- _Records to use_:
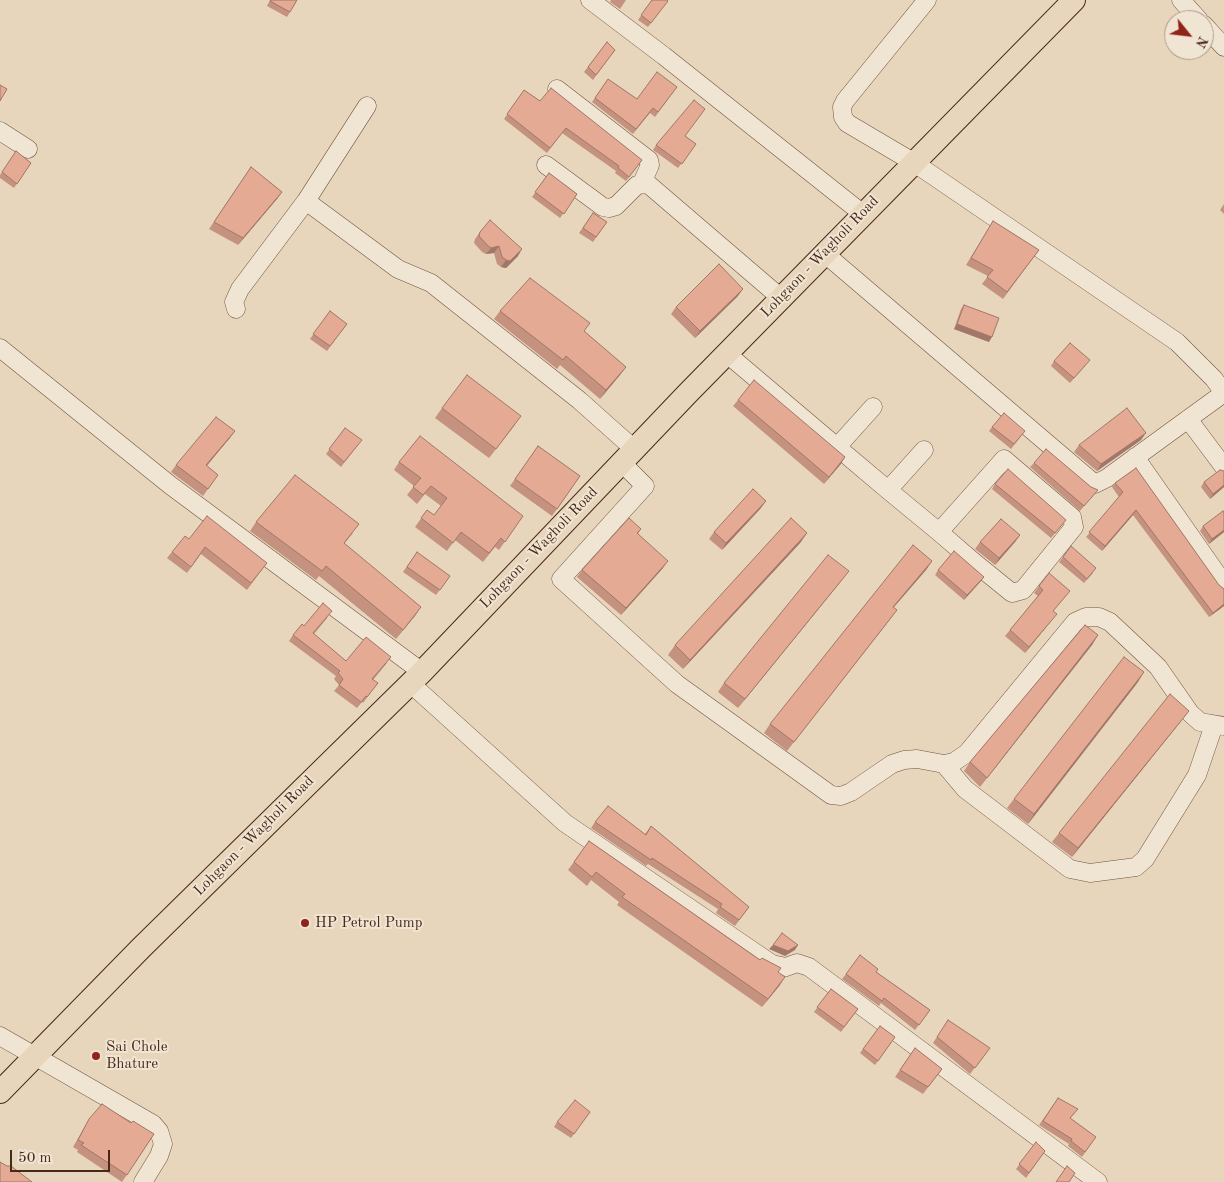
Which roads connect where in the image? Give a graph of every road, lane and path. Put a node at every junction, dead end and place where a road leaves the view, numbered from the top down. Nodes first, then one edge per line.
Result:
1 (590, 0) edge
2 (926, 0) edge
3 (1074, 0) edge
4 (1181, 0) edge
5 (1190, 10) edge
6 (1214, 36) edge
7 (1224, 46) edge
8 (557, 89) dead end
9 (367, 106) dead end
10 (0, 131) edge
11 (28, 149) dead end
12 (914, 162) junction
13 (546, 165) dead end
14 (642, 183) junction
15 (306, 201) junction
16 (863, 214) junction
17 (824, 253) junction
18 (781, 298) junction
19 (236, 309) dead end
20 (0, 348) edge
21 (726, 353) junction
22 (1224, 393) edge
23 (873, 407) dead end
24 (1188, 419) junction
25 (837, 447) junction
26 (924, 450) dead end
27 (627, 455) junction
28 (1136, 457) junction
29 (1224, 467) edge
30 (888, 490) junction
31 (938, 532) junction
32 (1224, 584) edge
33 (416, 677) junction
34 (1219, 725) edge
35 (944, 764) junction
36 (0, 1036) edge
37 (36, 1056) junction
38 (0, 1092) edge
39 (142, 1182) edge
40 (1098, 1182) edge

1 - 16 street
2 - 12 street
3 - 12 main road, Lohgaon - Wagholi Road
4 - 5 street
6 - 7 street
8 - 14 street
9 - 15 street
10 - 11 street
12 - 16 main road, Lohgaon - Wagholi Road
12 - 22 street
13 - 14 street
14 - 18 street
15 - 19 street
15 - 27 street
16 - 17 main road, Lohgaon - Wagholi Road
17 - 18 main road, Lohgaon - Wagholi Road
17 - 28 street
18 - 21 main road, Lohgaon - Wagholi Road
20 - 33 street
21 - 25 street
21 - 27 main road, Lohgaon - Wagholi Road
22 - 24 street
23 - 25 street
24 - 28 street
24 - 29 street
25 - 30 street
26 - 30 street
27 - 33 main road, Lohgaon - Wagholi Road
27 - 35 street
28 - 32 street
30 - 31 street
31 - 31 street
33 - 37 main road, Lohgaon - Wagholi Road
33 - 40 street
34 - 35 street
34 - 35 street
36 - 37 street
37 - 38 main road, Lohgaon - Wagholi Road
37 - 39 street

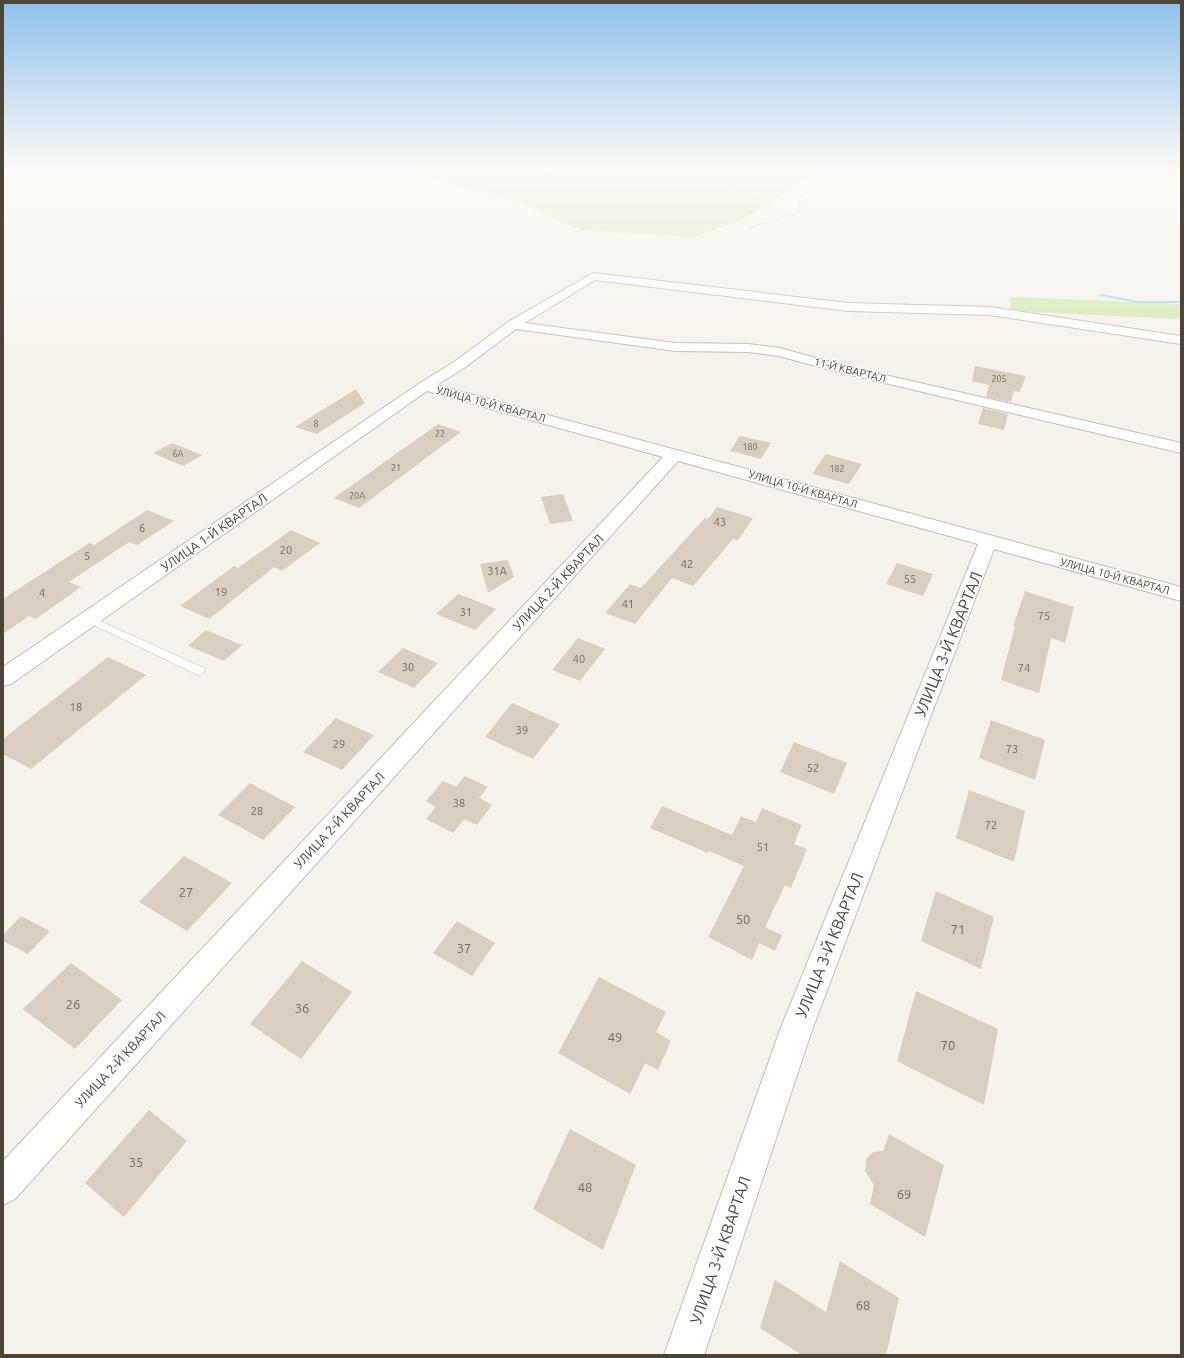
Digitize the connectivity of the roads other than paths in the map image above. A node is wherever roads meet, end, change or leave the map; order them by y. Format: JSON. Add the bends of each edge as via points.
{"nodes":[{"id":1,"x":513,"y":324,"type":"junction"},
{"id":2,"x":1181,"y":340,"type":"edge"},
{"id":3,"x":425,"y":386,"type":"junction"},
{"id":4,"x":1181,"y":448,"type":"edge"},
{"id":5,"x":675,"y":454,"type":"junction"},
{"id":6,"x":988,"y":541,"type":"junction"},
{"id":7,"x":1181,"y":594,"type":"edge"},
{"id":8,"x":89,"y":618,"type":"junction"},
{"id":9,"x":200,"y":671,"type":"dead end"},
{"id":10,"x":3,"y":678,"type":"edge"},
{"id":11,"x":3,"y":1187,"type":"edge"},
{"id":12,"x":684,"y":1355,"type":"edge"}],
"edges":[{"from":1,"to":2,"type":"street","name":"УЛИЦА 1-Й КВАРТАЛ","via":[[593,276],[848,307],[990,311]]},
{"from":1,"to":3,"type":"street","name":"УЛИЦА 1-Й КВАРТАЛ","via":[[459,365]]},
{"from":1,"to":4,"type":"street","name":"11-Й КВАРТАЛ","via":[[675,347],[748,348],[780,352]]},
{"from":3,"to":5,"type":"street","name":"УЛИЦА 10-Й КВАРТАЛ"},
{"from":3,"to":8,"type":"street","name":"УЛИЦА 1-Й КВАРТАЛ"},
{"from":5,"to":6,"type":"street","name":"УЛИЦА 10-Й КВАРТАЛ"},
{"from":5,"to":11,"type":"street","name":"УЛИЦА 2-Й КВАРТАЛ"},
{"from":6,"to":7,"type":"street","name":"УЛИЦА 10-Й КВАРТАЛ"},
{"from":6,"to":12,"type":"street","name":"УЛИЦА 3-Й КВАРТАЛ","via":[[796,1030]]},
{"from":8,"to":9,"type":"lane"},
{"from":8,"to":10,"type":"street","name":"УЛИЦА 1-Й КВАРТАЛ"}]}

- _Work instruction_: Transcribe the data exactly and leave no picture in the copy.

- _Response to this task_:
Which roads connect where in the image? Give a graph of every road, lane and path. Put a node at every junction, dead end and place where a road leaves the view, numbered from the top down. Nodes first, then one edge per line.
Result:
1 (590, 0) edge
2 (926, 0) edge
3 (1074, 0) edge
4 (1181, 0) edge
5 (1190, 10) edge
6 (1214, 36) edge
7 (1224, 46) edge
8 (557, 89) dead end
9 (367, 106) dead end
10 (0, 131) edge
11 (28, 149) dead end
12 (914, 162) junction
13 (546, 165) dead end
14 (642, 183) junction
15 (306, 201) junction
16 (863, 214) junction
17 (824, 253) junction
18 (781, 298) junction
19 (236, 309) dead end
20 (0, 348) edge
21 (726, 353) junction
22 (1224, 393) edge
23 (873, 407) dead end
24 (1188, 419) junction
25 (837, 447) junction
26 (924, 450) dead end
27 (627, 455) junction
28 (1136, 457) junction
29 (1224, 467) edge
30 (888, 490) junction
31 (938, 532) junction
32 (1224, 584) edge
33 (416, 677) junction
34 (1219, 725) edge
35 (944, 764) junction
36 (0, 1036) edge
37 (36, 1056) junction
38 (0, 1092) edge
39 (142, 1182) edge
40 (1098, 1182) edge

1 - 16 street
2 - 12 street
3 - 12 main road, Lohgaon - Wagholi Road
4 - 5 street
6 - 7 street
8 - 14 street
9 - 15 street
10 - 11 street
12 - 16 main road, Lohgaon - Wagholi Road
12 - 22 street
13 - 14 street
14 - 18 street
15 - 19 street
15 - 27 street
16 - 17 main road, Lohgaon - Wagholi Road
17 - 18 main road, Lohgaon - Wagholi Road
17 - 28 street
18 - 21 main road, Lohgaon - Wagholi Road
20 - 33 street
21 - 25 street
21 - 27 main road, Lohgaon - Wagholi Road
22 - 24 street
23 - 25 street
24 - 28 street
24 - 29 street
25 - 30 street
26 - 30 street
27 - 33 main road, Lohgaon - Wagholi Road
27 - 35 street
28 - 32 street
30 - 31 street
31 - 31 street
33 - 37 main road, Lohgaon - Wagholi Road
33 - 40 street
34 - 35 street
34 - 35 street
36 - 37 street
37 - 38 main road, Lohgaon - Wagholi Road
37 - 39 street

Digitize the connectivity of the roads other than paths in the map image above. A node is wherever roads meet, end, change or leave the map; order them by y. Format: JSON. Add the bends of each edge as via points.
{"nodes":[{"id":1,"x":513,"y":324,"type":"junction"},
{"id":2,"x":1181,"y":340,"type":"edge"},
{"id":3,"x":425,"y":386,"type":"junction"},
{"id":4,"x":1181,"y":448,"type":"edge"},
{"id":5,"x":675,"y":454,"type":"junction"},
{"id":6,"x":988,"y":541,"type":"junction"},
{"id":7,"x":1181,"y":594,"type":"edge"},
{"id":8,"x":89,"y":618,"type":"junction"},
{"id":9,"x":200,"y":671,"type":"dead end"},
{"id":10,"x":3,"y":678,"type":"edge"},
{"id":11,"x":3,"y":1187,"type":"edge"},
{"id":12,"x":684,"y":1355,"type":"edge"}],
"edges":[{"from":1,"to":2,"type":"street","name":"УЛИЦА 1-Й КВАРТАЛ","via":[[593,276],[848,307],[990,311]]},
{"from":1,"to":3,"type":"street","name":"УЛИЦА 1-Й КВАРТАЛ","via":[[459,365]]},
{"from":1,"to":4,"type":"street","name":"11-Й КВАРТАЛ","via":[[675,347],[748,348],[780,352]]},
{"from":3,"to":5,"type":"street","name":"УЛИЦА 10-Й КВАРТАЛ"},
{"from":3,"to":8,"type":"street","name":"УЛИЦА 1-Й КВАРТАЛ"},
{"from":5,"to":6,"type":"street","name":"УЛИЦА 10-Й КВАРТАЛ"},
{"from":5,"to":11,"type":"street","name":"УЛИЦА 2-Й КВАРТАЛ"},
{"from":6,"to":7,"type":"street","name":"УЛИЦА 10-Й КВАРТАЛ"},
{"from":6,"to":12,"type":"street","name":"УЛИЦА 3-Й КВАРТАЛ","via":[[796,1030]]},
{"from":8,"to":9,"type":"lane"},
{"from":8,"to":10,"type":"street","name":"УЛИЦА 1-Й КВАРТАЛ"}]}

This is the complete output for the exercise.